Exercise inputs:

■ ■ ■

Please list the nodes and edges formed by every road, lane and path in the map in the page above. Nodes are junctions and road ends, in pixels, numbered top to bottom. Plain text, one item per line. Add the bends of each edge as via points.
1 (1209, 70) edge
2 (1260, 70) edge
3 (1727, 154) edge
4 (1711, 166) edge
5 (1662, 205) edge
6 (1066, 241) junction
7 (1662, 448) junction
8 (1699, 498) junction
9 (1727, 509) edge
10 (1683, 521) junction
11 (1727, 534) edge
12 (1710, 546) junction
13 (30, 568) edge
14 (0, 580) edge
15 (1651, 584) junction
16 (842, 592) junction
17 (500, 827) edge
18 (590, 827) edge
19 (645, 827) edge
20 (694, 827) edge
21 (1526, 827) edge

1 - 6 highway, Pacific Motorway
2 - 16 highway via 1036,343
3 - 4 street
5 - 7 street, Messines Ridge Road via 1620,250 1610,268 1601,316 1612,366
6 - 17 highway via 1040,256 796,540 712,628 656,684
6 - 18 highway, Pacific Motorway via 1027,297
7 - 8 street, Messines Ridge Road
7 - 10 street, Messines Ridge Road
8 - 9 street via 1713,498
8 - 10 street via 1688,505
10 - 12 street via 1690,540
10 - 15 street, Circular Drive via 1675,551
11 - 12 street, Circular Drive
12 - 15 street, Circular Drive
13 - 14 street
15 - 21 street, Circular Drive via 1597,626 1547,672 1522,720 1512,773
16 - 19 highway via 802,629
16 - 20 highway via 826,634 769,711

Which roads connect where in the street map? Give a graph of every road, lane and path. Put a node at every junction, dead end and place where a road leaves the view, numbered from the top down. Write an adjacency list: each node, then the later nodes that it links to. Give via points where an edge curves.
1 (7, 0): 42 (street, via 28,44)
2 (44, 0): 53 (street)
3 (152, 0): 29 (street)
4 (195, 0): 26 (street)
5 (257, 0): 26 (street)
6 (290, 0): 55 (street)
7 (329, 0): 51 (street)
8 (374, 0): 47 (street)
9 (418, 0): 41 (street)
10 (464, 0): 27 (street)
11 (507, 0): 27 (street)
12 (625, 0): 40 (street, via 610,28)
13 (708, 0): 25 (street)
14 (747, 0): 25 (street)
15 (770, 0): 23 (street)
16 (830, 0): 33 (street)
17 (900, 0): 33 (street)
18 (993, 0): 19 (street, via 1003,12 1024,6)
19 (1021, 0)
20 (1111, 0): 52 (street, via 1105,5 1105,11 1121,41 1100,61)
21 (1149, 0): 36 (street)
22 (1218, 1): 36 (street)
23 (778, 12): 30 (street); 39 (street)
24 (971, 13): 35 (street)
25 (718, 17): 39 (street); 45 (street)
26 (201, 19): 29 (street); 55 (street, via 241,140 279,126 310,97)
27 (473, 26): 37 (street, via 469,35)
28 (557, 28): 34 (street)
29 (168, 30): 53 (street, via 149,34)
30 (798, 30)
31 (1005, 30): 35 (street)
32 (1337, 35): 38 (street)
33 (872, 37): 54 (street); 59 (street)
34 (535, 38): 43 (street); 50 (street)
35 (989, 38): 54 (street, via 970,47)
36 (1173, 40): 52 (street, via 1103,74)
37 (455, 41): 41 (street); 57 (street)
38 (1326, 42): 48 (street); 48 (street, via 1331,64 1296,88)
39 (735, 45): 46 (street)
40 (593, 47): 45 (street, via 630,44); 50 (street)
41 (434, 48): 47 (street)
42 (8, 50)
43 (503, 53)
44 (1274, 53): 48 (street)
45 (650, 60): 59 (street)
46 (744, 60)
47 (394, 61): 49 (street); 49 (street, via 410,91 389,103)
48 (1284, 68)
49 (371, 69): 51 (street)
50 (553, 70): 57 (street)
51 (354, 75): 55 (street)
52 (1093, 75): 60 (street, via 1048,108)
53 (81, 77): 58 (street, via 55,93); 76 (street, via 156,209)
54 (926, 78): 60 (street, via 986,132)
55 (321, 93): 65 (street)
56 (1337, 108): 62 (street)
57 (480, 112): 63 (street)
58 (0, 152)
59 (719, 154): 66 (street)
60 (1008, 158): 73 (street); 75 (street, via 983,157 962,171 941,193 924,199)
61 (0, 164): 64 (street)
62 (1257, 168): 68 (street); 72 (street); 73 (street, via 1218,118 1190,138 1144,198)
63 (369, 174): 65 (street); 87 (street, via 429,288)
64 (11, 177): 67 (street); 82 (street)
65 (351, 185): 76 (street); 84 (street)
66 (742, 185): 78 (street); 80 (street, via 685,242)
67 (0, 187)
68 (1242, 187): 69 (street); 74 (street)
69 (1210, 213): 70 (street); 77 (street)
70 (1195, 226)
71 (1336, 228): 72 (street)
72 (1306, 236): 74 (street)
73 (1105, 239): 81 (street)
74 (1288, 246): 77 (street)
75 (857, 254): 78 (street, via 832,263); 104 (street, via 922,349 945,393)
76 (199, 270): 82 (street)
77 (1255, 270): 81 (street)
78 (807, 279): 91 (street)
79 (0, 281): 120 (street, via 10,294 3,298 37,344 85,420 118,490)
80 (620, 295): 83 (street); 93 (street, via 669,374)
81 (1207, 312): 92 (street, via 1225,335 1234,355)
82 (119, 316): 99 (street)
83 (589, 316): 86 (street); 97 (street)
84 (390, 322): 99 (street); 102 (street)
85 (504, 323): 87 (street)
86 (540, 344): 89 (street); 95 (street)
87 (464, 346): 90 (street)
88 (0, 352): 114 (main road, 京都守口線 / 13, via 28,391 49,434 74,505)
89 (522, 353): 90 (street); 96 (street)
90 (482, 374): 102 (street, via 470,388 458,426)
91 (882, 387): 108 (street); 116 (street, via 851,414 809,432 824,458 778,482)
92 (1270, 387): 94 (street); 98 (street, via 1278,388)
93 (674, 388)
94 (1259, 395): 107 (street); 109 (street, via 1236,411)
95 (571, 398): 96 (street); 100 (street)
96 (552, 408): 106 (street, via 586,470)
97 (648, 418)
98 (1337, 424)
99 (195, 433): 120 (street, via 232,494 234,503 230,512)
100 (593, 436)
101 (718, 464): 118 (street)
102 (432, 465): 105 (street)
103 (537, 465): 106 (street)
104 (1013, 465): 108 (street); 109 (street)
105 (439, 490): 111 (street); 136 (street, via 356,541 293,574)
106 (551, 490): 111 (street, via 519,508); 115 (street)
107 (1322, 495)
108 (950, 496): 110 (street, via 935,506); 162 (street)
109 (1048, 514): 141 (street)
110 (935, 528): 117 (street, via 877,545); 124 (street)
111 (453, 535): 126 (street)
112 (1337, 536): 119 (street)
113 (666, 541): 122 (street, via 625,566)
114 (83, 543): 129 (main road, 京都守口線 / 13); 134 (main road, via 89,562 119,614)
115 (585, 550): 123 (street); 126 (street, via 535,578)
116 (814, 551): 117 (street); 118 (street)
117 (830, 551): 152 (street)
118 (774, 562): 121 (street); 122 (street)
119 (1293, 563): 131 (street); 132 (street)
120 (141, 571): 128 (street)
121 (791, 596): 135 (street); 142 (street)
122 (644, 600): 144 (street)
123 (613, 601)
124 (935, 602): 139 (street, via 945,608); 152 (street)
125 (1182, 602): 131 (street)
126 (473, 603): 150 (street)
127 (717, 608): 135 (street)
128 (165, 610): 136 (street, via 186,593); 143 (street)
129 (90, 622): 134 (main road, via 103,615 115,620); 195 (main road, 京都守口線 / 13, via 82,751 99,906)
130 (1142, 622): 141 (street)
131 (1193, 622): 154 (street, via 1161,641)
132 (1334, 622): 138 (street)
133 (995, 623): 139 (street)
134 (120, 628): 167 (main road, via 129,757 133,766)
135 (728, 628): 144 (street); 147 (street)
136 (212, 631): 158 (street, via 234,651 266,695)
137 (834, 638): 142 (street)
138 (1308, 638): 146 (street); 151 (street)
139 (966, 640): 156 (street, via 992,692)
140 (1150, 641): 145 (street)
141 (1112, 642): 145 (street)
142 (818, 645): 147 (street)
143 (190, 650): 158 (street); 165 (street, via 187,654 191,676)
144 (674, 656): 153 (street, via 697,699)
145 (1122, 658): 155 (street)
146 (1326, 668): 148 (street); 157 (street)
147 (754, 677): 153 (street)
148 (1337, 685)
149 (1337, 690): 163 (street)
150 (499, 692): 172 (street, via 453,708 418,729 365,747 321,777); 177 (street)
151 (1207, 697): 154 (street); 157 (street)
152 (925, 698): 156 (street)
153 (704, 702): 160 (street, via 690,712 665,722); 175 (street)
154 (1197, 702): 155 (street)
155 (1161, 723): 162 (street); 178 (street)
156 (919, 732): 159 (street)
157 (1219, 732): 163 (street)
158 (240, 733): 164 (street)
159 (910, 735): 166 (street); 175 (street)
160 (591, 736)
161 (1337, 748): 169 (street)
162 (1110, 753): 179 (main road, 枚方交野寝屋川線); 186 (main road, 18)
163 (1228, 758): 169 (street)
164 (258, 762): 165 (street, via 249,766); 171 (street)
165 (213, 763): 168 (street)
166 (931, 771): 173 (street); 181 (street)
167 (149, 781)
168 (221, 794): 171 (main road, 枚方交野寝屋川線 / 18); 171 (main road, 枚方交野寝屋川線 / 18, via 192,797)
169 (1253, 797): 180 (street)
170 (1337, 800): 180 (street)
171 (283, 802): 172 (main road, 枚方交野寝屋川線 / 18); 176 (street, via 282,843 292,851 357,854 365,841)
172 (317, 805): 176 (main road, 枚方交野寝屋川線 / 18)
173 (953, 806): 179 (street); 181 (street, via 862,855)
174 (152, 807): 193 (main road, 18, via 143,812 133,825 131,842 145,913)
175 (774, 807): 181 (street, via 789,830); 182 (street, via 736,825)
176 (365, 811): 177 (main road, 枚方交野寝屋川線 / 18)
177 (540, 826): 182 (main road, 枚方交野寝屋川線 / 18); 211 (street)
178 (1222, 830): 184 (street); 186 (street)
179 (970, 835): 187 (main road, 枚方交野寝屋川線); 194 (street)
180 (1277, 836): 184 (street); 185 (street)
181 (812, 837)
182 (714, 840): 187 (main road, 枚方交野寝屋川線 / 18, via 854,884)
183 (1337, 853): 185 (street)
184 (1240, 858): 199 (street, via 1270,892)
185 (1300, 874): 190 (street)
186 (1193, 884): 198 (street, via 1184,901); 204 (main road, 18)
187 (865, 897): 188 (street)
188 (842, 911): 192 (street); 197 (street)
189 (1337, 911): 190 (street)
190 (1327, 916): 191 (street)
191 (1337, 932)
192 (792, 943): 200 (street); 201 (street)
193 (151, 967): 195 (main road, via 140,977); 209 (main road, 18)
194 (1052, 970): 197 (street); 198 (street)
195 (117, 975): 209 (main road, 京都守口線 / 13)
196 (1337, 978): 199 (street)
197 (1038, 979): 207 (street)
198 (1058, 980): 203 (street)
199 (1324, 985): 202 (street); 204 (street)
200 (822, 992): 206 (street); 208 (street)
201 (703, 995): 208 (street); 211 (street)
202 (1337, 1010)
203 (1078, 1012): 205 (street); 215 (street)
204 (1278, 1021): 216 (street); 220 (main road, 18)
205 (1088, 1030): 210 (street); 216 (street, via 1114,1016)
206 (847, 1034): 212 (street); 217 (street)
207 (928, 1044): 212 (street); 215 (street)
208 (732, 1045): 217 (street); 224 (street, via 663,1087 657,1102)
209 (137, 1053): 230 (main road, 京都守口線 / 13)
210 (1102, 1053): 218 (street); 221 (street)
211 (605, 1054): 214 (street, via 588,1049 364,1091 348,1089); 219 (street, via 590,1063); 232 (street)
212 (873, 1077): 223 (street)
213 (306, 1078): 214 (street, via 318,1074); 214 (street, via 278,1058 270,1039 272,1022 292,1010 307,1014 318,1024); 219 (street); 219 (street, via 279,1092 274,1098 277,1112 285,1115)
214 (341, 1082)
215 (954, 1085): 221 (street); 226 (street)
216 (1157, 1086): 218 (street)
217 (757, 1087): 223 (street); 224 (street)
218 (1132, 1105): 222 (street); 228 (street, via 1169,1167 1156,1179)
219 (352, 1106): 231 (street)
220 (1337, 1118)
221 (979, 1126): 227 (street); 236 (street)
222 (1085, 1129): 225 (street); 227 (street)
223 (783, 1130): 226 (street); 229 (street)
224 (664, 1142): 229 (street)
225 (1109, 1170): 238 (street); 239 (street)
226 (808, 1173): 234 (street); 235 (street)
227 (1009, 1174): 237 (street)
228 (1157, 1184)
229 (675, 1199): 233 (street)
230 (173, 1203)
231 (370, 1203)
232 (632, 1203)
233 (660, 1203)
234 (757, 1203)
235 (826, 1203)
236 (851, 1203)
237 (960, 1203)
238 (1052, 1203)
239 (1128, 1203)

■ ■ ■

Problem to work on: Copy only the lines in the listing that contain "Drive".

The completed task:
10 - 15 street, Circular Drive via 1675,551
11 - 12 street, Circular Drive
12 - 15 street, Circular Drive
15 - 21 street, Circular Drive via 1597,626 1547,672 1522,720 1512,773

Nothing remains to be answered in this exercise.